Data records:
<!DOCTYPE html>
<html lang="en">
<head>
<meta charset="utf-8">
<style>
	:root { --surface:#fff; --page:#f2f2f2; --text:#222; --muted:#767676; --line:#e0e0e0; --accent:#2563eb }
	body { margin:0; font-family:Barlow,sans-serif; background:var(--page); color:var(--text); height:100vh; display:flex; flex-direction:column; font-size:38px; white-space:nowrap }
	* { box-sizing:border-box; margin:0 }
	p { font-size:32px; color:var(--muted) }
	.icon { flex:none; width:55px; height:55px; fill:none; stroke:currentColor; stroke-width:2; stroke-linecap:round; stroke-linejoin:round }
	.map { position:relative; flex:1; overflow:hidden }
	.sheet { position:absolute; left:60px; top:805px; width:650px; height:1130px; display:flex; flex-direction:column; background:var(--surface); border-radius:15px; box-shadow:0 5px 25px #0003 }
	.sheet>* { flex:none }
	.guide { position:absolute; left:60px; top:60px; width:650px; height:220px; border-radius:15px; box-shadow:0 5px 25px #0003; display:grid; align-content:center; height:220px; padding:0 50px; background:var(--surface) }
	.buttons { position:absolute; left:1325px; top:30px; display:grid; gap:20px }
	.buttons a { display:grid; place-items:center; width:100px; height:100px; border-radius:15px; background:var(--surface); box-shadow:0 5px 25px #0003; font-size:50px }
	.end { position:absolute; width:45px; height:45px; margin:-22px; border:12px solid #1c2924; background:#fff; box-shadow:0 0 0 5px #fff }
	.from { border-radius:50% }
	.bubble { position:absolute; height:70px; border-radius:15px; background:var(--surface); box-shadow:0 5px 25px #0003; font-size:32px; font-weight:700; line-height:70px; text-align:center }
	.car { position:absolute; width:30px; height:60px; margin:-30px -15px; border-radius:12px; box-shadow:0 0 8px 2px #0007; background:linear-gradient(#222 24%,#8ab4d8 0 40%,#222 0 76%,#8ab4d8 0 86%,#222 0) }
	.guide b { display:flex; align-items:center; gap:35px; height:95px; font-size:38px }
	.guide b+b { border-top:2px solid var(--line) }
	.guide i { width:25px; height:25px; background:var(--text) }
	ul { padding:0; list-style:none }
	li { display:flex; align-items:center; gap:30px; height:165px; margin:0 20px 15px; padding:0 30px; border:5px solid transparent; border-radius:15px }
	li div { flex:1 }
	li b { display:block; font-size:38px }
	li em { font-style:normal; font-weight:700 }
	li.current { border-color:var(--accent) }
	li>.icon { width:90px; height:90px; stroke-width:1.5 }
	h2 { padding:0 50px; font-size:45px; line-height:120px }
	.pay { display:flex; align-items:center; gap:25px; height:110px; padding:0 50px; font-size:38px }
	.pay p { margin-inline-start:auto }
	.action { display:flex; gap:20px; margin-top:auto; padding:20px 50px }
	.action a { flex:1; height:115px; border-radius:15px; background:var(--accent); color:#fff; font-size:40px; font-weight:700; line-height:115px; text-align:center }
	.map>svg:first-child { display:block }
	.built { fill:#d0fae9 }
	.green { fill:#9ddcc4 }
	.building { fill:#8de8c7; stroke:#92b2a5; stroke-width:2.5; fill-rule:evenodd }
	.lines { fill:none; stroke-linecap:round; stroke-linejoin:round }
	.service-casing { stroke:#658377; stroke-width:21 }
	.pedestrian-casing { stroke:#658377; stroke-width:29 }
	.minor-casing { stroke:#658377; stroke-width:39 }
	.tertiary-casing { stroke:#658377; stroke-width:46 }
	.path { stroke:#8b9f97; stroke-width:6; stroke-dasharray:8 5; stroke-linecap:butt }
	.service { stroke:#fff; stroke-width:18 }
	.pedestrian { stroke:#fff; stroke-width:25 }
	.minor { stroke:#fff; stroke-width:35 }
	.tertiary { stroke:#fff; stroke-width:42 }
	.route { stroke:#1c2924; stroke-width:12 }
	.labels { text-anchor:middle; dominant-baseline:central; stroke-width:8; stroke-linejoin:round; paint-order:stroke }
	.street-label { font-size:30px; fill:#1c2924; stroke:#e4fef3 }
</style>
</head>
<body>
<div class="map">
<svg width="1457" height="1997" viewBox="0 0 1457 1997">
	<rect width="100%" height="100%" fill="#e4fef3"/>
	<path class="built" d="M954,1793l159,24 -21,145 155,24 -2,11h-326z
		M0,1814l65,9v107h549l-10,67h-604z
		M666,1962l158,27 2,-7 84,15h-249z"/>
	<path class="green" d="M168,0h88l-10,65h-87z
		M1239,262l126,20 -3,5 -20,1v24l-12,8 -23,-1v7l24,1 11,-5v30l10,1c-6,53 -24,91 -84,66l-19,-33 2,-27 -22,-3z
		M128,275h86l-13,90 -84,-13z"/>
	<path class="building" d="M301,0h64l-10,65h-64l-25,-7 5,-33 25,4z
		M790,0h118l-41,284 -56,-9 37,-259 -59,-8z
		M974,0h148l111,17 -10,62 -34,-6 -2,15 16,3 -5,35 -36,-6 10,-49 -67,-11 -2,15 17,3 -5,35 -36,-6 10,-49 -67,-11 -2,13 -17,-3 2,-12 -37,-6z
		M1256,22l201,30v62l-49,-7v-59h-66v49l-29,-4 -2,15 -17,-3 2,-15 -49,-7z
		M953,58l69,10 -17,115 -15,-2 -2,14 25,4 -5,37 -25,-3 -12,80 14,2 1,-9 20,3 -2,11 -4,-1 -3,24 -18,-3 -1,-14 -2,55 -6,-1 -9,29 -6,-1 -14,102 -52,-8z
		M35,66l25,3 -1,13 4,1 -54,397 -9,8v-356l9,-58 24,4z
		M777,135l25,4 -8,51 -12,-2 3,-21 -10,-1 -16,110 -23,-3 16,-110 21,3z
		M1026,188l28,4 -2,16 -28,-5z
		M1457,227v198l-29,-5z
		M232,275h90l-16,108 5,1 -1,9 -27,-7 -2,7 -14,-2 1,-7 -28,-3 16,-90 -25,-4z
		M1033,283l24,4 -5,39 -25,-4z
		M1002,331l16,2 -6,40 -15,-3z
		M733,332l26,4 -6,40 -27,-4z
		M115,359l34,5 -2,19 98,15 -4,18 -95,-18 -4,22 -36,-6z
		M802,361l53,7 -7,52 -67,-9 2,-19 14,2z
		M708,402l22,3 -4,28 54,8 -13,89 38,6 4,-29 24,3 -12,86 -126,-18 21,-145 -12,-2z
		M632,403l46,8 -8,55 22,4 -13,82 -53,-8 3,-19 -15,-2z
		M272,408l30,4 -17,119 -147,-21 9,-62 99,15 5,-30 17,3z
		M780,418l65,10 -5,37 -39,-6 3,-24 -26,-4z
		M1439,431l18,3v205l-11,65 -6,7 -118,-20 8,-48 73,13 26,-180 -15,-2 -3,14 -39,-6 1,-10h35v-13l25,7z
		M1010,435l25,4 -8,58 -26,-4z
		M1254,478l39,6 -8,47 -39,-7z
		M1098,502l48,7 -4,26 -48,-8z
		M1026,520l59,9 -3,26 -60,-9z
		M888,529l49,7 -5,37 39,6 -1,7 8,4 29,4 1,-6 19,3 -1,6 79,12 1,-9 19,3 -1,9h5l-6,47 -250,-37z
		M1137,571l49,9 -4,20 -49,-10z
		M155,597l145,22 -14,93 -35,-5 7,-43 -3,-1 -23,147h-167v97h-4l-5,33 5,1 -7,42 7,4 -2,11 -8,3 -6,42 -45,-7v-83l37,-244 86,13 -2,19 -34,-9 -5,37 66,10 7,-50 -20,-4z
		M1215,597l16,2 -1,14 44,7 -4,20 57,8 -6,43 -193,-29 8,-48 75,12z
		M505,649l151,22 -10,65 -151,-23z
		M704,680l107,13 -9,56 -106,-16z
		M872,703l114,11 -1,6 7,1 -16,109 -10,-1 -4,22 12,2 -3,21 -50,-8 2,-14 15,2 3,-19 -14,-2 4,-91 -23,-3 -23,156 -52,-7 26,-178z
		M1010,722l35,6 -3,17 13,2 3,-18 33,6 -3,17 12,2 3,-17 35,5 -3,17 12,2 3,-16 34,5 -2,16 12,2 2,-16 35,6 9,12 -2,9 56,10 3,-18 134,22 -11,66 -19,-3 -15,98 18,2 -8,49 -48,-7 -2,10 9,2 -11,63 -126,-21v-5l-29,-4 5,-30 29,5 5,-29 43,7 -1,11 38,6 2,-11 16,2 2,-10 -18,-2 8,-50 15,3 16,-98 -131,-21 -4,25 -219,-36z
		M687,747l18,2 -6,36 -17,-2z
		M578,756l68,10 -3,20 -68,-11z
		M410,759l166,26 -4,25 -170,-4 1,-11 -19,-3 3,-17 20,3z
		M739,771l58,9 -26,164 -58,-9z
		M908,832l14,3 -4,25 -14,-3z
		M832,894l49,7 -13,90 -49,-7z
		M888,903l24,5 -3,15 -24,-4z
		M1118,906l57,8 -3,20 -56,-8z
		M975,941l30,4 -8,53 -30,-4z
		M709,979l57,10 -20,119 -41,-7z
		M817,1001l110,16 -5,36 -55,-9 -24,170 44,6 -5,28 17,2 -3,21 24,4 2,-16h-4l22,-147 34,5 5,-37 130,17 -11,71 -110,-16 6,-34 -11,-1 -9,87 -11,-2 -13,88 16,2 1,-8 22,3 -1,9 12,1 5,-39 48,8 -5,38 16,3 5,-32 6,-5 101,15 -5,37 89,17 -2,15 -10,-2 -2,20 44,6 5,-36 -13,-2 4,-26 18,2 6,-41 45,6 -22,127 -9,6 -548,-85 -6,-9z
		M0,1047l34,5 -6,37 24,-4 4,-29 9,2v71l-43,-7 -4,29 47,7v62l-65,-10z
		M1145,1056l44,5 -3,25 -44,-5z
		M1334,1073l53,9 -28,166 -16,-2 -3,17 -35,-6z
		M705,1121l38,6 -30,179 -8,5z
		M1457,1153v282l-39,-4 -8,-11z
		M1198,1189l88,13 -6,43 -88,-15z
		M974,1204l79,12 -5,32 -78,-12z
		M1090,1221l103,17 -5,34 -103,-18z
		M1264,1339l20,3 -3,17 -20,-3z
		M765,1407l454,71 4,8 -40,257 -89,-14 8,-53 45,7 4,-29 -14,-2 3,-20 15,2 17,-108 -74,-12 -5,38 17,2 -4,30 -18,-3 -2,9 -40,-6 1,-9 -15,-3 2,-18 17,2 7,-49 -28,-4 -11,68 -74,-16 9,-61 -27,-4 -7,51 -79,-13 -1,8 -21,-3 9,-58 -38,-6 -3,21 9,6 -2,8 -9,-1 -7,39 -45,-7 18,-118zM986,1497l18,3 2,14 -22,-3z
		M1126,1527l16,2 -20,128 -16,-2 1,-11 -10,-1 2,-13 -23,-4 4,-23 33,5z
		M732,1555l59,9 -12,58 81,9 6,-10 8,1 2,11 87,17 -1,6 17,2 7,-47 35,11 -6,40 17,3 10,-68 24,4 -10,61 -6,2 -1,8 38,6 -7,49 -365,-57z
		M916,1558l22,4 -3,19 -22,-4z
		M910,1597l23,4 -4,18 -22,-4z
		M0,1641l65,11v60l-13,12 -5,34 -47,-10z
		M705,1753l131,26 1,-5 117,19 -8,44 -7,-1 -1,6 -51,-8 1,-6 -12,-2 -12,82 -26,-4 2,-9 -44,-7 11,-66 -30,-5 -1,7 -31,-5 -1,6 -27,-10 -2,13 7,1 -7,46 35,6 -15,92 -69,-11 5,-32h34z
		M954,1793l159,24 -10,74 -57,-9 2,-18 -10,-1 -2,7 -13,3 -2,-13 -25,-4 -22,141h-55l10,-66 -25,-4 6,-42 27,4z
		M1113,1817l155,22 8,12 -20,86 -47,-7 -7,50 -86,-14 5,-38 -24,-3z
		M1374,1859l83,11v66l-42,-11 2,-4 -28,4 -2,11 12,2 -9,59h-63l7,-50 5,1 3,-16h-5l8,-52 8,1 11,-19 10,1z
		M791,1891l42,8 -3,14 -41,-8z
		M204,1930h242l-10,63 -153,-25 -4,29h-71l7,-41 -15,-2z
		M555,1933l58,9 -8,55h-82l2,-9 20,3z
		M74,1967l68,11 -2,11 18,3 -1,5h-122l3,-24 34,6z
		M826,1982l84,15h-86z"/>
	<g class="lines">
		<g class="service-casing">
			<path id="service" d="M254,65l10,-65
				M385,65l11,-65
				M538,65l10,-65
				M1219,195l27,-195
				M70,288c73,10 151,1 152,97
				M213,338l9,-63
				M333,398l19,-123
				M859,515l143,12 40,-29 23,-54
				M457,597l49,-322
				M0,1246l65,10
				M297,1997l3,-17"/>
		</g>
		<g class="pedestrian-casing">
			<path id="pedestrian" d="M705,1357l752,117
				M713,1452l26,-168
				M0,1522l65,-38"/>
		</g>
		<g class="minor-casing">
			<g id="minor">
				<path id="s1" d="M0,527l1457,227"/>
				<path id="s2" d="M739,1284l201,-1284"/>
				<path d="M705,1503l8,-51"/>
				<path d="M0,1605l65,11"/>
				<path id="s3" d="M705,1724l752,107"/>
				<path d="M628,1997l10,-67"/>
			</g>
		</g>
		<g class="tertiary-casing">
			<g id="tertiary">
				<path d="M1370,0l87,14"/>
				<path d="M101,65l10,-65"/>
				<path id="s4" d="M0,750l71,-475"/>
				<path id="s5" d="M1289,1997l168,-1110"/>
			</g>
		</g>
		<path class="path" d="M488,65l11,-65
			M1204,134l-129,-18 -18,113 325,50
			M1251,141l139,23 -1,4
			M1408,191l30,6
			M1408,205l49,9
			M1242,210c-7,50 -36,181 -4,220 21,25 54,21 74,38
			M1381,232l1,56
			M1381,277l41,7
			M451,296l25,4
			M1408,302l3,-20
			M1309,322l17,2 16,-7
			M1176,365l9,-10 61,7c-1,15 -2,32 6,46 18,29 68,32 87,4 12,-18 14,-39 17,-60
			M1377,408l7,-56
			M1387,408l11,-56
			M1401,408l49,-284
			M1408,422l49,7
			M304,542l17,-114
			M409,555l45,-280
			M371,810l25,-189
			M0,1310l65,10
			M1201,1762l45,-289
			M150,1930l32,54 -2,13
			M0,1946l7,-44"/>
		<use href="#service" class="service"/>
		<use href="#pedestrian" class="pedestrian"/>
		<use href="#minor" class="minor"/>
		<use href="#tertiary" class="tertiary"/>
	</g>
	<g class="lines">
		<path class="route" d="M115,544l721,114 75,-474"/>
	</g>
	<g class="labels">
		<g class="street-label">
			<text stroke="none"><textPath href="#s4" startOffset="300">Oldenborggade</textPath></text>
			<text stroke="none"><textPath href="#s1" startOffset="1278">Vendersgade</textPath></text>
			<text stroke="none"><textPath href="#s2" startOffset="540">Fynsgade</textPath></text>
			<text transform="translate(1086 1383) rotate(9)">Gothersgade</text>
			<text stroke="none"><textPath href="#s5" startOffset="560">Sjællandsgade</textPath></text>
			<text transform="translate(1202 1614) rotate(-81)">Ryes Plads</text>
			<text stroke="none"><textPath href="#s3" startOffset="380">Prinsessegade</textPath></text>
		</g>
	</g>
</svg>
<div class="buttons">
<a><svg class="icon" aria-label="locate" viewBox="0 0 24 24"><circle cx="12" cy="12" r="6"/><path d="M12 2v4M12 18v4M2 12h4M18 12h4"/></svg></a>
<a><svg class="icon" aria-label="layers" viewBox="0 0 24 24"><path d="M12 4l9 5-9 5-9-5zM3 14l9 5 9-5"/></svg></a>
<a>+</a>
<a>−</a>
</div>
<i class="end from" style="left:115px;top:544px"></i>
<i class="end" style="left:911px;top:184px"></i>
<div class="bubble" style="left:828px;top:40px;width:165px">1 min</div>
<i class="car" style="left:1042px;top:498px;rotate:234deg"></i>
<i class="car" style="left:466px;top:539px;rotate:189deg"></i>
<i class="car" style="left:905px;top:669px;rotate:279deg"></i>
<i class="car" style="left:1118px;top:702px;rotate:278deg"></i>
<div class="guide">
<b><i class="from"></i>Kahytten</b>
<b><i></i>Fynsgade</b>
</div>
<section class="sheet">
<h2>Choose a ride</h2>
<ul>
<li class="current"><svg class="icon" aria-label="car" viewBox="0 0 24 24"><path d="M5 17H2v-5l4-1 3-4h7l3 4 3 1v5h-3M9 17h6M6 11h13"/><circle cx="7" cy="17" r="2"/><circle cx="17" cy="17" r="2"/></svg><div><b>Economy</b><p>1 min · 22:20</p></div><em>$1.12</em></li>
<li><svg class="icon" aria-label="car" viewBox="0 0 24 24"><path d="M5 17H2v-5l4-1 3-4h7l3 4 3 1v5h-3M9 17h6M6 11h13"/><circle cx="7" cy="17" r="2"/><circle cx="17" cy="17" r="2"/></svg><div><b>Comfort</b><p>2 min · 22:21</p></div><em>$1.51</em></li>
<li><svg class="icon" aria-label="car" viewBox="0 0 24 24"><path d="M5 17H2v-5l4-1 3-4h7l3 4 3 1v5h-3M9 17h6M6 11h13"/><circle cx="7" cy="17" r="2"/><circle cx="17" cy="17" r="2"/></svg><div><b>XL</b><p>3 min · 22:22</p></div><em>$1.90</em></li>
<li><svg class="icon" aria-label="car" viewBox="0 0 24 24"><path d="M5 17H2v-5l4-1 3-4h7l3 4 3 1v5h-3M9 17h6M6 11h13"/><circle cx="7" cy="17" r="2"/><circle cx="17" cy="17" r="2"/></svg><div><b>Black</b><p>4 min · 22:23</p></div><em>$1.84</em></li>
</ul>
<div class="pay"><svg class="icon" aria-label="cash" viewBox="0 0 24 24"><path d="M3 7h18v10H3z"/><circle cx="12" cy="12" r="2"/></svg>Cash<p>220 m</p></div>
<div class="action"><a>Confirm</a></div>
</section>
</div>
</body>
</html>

TASK TO COMPLETE: In the entries above, identify each line that includes the string "bubble", then copy it.

SOLVED PROBLEM:
	.bubble { position:absolute; height:70px; border-radius:15px; background:var(--surface); box-shadow:0 5px 25px #0003; font-size:32px; font-weight:700; line-height:70px; text-align:center }
<div class="bubble" style="left:828px;top:40px;width:165px">1 min</div>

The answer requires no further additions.